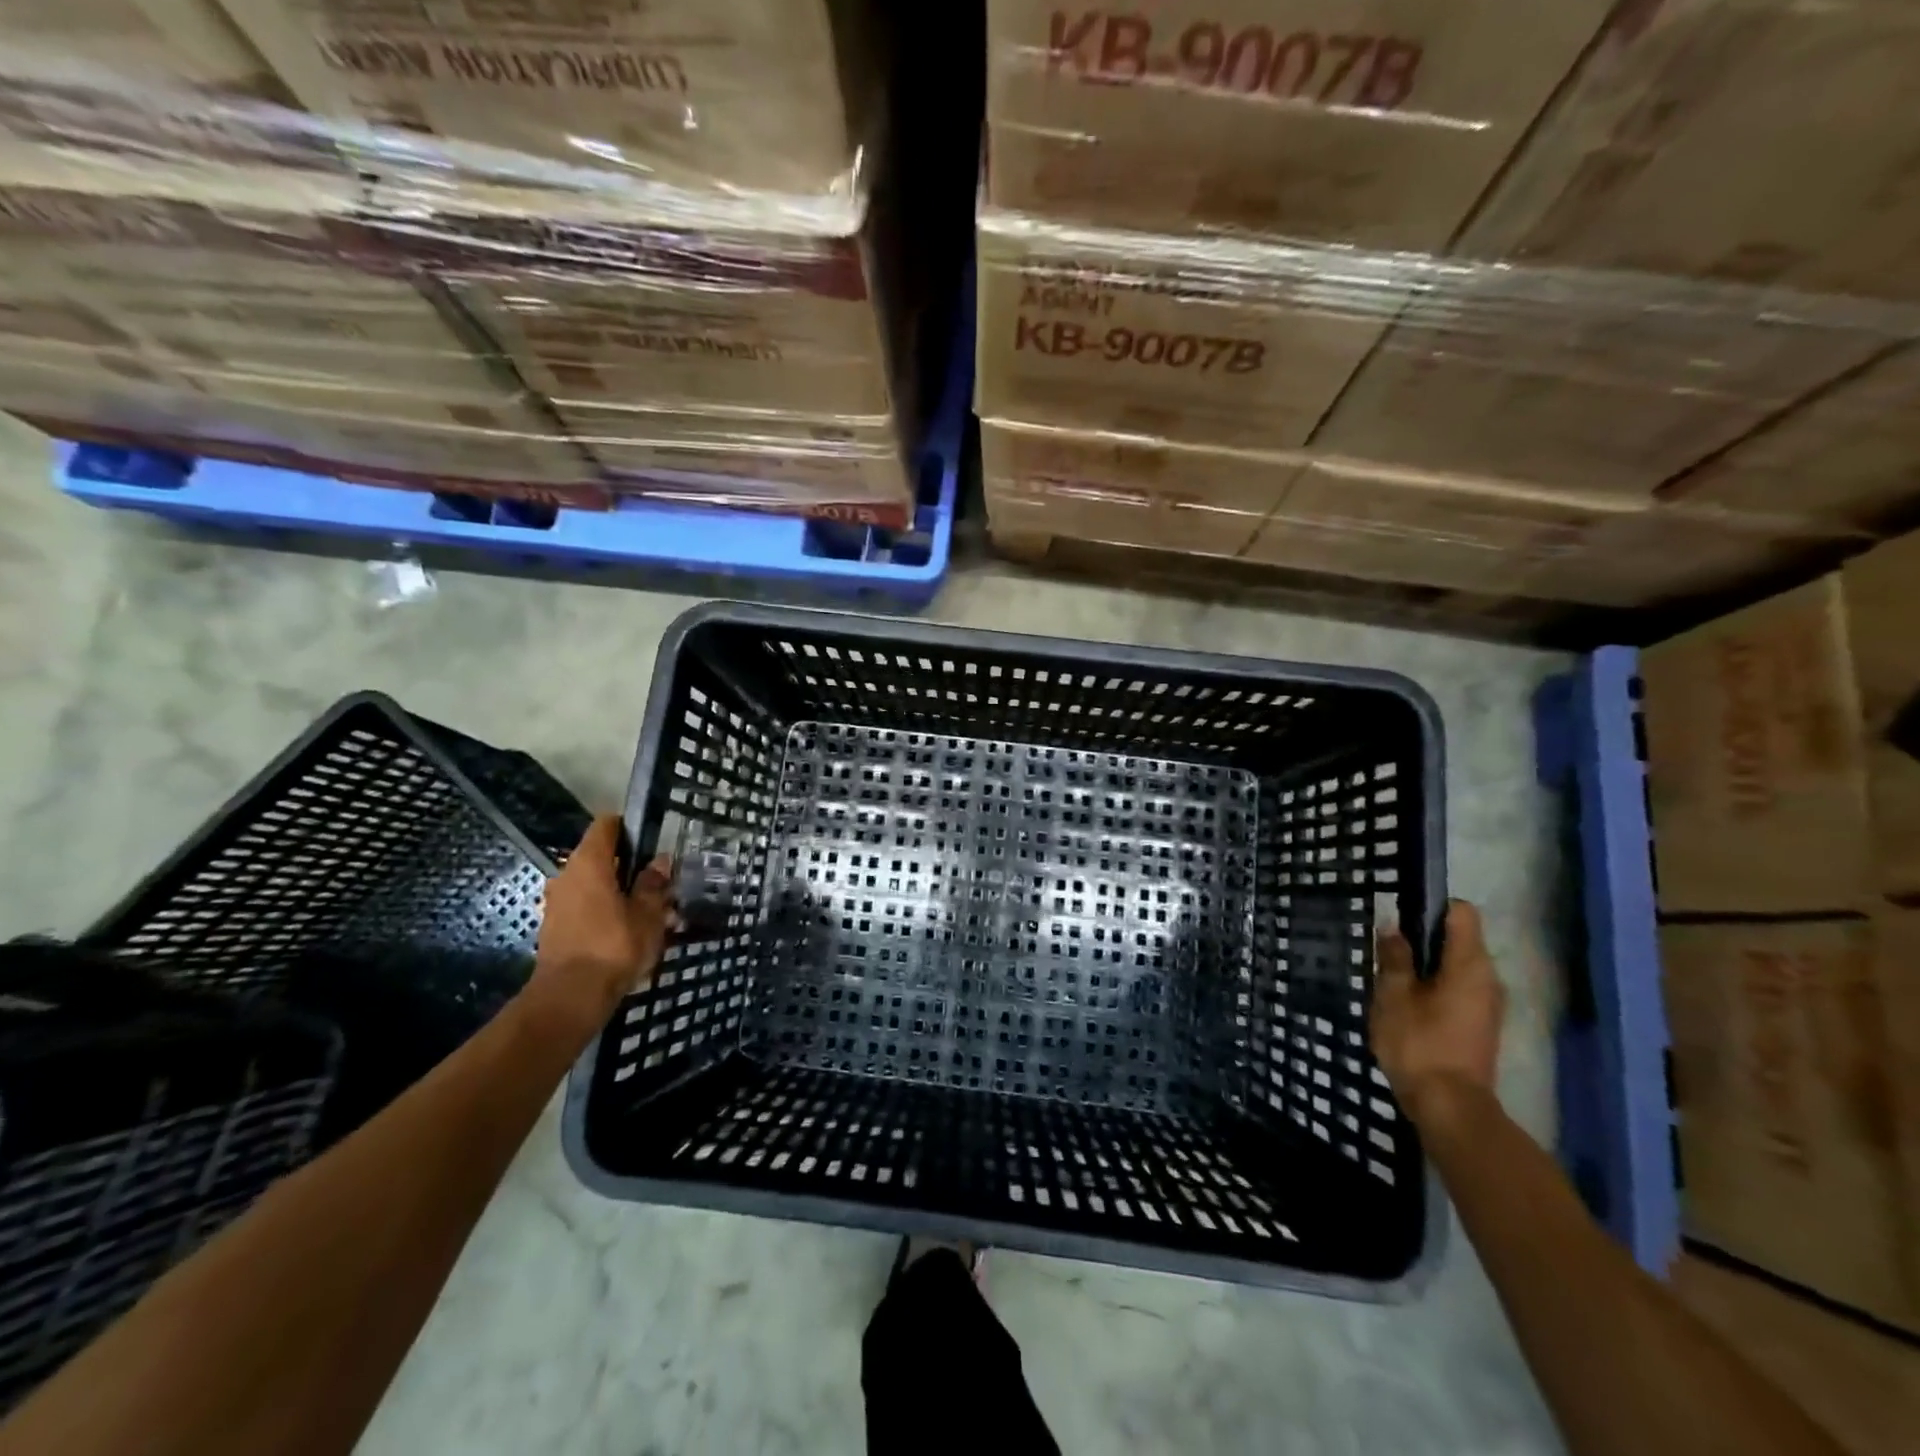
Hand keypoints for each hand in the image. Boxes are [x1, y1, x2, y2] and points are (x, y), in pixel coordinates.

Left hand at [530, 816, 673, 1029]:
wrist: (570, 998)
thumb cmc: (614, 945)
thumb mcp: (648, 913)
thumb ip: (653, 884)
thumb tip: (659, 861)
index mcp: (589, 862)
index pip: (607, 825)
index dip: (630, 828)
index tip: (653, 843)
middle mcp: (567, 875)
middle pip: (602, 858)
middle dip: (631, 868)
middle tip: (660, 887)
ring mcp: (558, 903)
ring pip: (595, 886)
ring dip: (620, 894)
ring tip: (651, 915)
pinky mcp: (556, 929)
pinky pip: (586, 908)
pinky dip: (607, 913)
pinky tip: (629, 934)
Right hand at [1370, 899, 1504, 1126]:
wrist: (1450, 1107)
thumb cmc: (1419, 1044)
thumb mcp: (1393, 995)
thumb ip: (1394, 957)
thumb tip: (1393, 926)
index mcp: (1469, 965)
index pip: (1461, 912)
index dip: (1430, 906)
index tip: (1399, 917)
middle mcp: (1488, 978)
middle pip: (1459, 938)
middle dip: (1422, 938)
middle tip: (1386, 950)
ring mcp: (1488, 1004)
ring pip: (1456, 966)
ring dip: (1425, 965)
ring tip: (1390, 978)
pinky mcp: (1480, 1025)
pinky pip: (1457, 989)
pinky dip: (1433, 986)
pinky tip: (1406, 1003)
•••
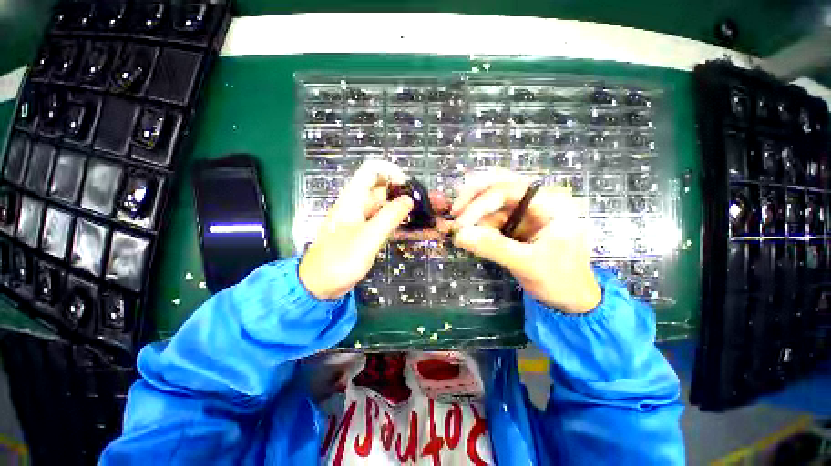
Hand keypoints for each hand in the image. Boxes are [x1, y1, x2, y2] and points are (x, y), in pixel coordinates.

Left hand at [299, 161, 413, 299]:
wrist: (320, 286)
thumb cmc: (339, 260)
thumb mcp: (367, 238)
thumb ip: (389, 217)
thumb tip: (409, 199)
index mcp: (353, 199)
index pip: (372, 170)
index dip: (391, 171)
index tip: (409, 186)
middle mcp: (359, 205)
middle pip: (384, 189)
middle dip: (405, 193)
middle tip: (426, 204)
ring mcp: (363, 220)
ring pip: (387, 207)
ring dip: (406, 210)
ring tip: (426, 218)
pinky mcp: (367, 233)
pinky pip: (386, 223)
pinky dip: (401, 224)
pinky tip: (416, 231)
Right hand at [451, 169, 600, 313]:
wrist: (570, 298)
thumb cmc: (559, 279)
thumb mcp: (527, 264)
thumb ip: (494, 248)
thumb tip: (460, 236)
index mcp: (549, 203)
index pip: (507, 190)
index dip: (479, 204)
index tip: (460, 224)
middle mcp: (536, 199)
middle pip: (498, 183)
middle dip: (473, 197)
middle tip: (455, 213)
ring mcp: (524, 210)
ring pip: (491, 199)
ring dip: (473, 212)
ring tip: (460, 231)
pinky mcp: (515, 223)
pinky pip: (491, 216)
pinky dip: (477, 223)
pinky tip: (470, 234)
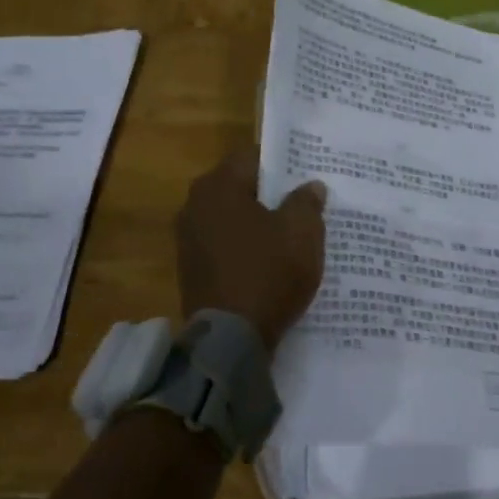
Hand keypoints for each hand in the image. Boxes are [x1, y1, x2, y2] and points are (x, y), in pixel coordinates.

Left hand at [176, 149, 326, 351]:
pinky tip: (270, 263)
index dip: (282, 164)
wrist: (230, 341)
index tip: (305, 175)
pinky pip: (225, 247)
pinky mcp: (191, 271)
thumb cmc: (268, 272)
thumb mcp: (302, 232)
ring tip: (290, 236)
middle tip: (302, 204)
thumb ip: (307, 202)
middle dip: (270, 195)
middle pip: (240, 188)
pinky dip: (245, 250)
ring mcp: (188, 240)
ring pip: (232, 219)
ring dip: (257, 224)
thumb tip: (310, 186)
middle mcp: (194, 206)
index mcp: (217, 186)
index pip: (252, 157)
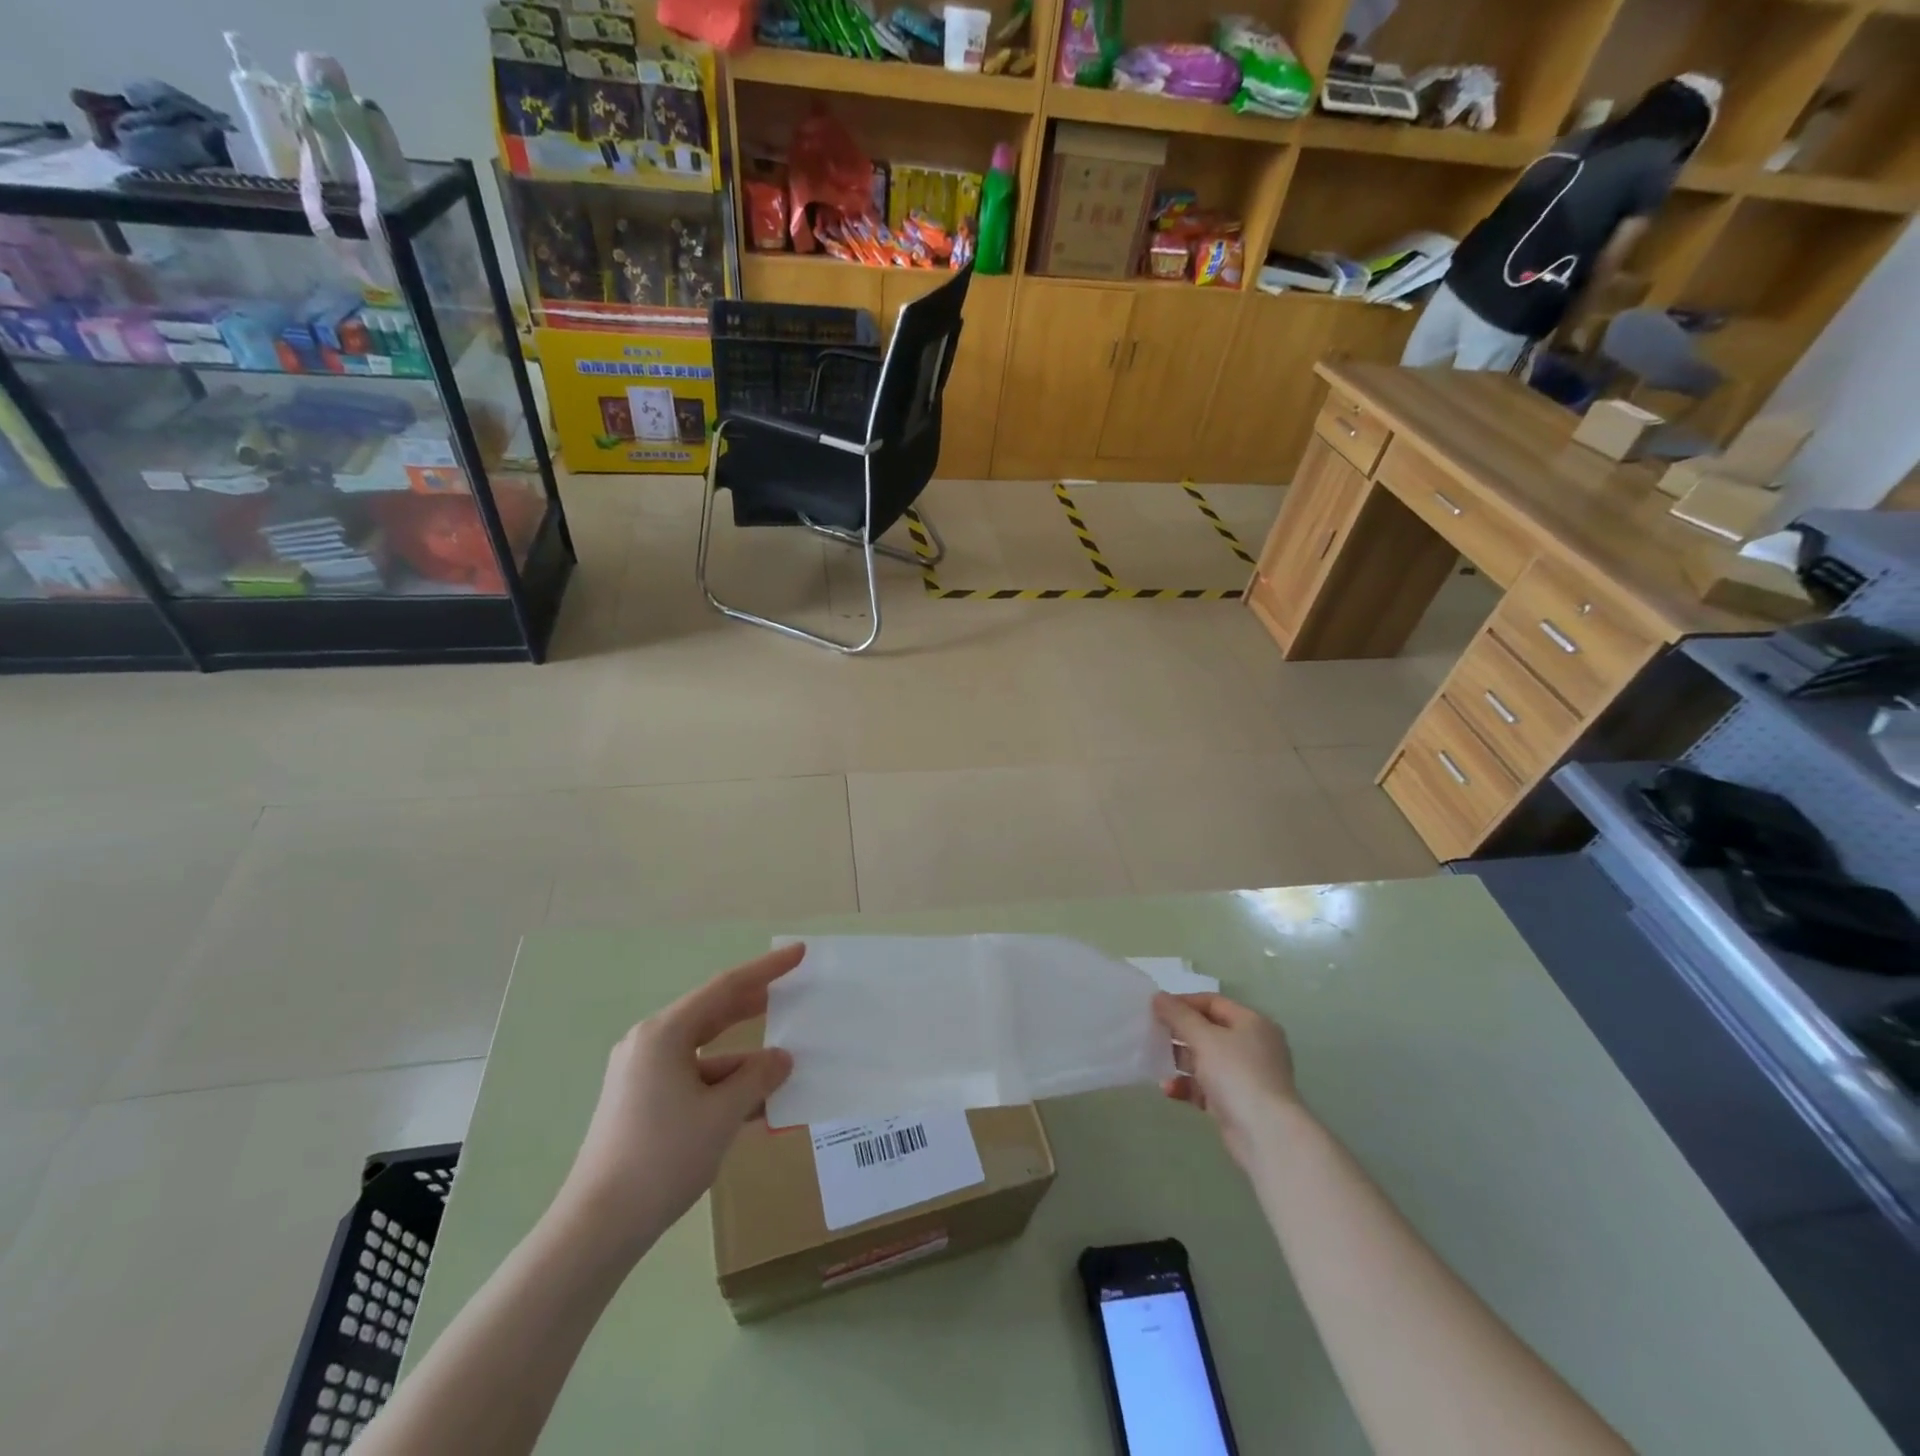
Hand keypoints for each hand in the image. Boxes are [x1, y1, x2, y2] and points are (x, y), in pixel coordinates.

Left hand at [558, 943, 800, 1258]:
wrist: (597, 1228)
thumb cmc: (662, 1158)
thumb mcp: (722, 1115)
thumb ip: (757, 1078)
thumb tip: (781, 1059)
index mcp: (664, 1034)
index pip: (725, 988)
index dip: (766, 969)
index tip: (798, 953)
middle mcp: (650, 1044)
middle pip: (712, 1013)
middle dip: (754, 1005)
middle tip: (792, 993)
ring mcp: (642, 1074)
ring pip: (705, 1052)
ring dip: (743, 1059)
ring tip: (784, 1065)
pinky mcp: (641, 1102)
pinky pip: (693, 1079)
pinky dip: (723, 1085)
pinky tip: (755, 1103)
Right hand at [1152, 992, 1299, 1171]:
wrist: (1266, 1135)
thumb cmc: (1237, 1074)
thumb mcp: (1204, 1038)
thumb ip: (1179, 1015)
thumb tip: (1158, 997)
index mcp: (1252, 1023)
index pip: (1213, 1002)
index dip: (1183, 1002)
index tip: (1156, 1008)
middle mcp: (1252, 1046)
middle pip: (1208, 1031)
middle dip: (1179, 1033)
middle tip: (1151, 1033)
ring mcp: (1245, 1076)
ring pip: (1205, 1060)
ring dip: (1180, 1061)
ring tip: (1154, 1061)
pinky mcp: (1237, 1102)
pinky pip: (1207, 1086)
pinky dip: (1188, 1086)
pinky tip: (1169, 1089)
•••
→ **EXERCISE**:
Return, in full, every line of these entries that holds "wrist".

→ **OUTPUT OF THE TASK**:
wrist: (570, 998)
wrist: (1450, 1107)
wrist: (320, 286)
wrist: (570, 298)
wrist: (230, 341)
wrist: (597, 1228)
wrist: (1266, 1135)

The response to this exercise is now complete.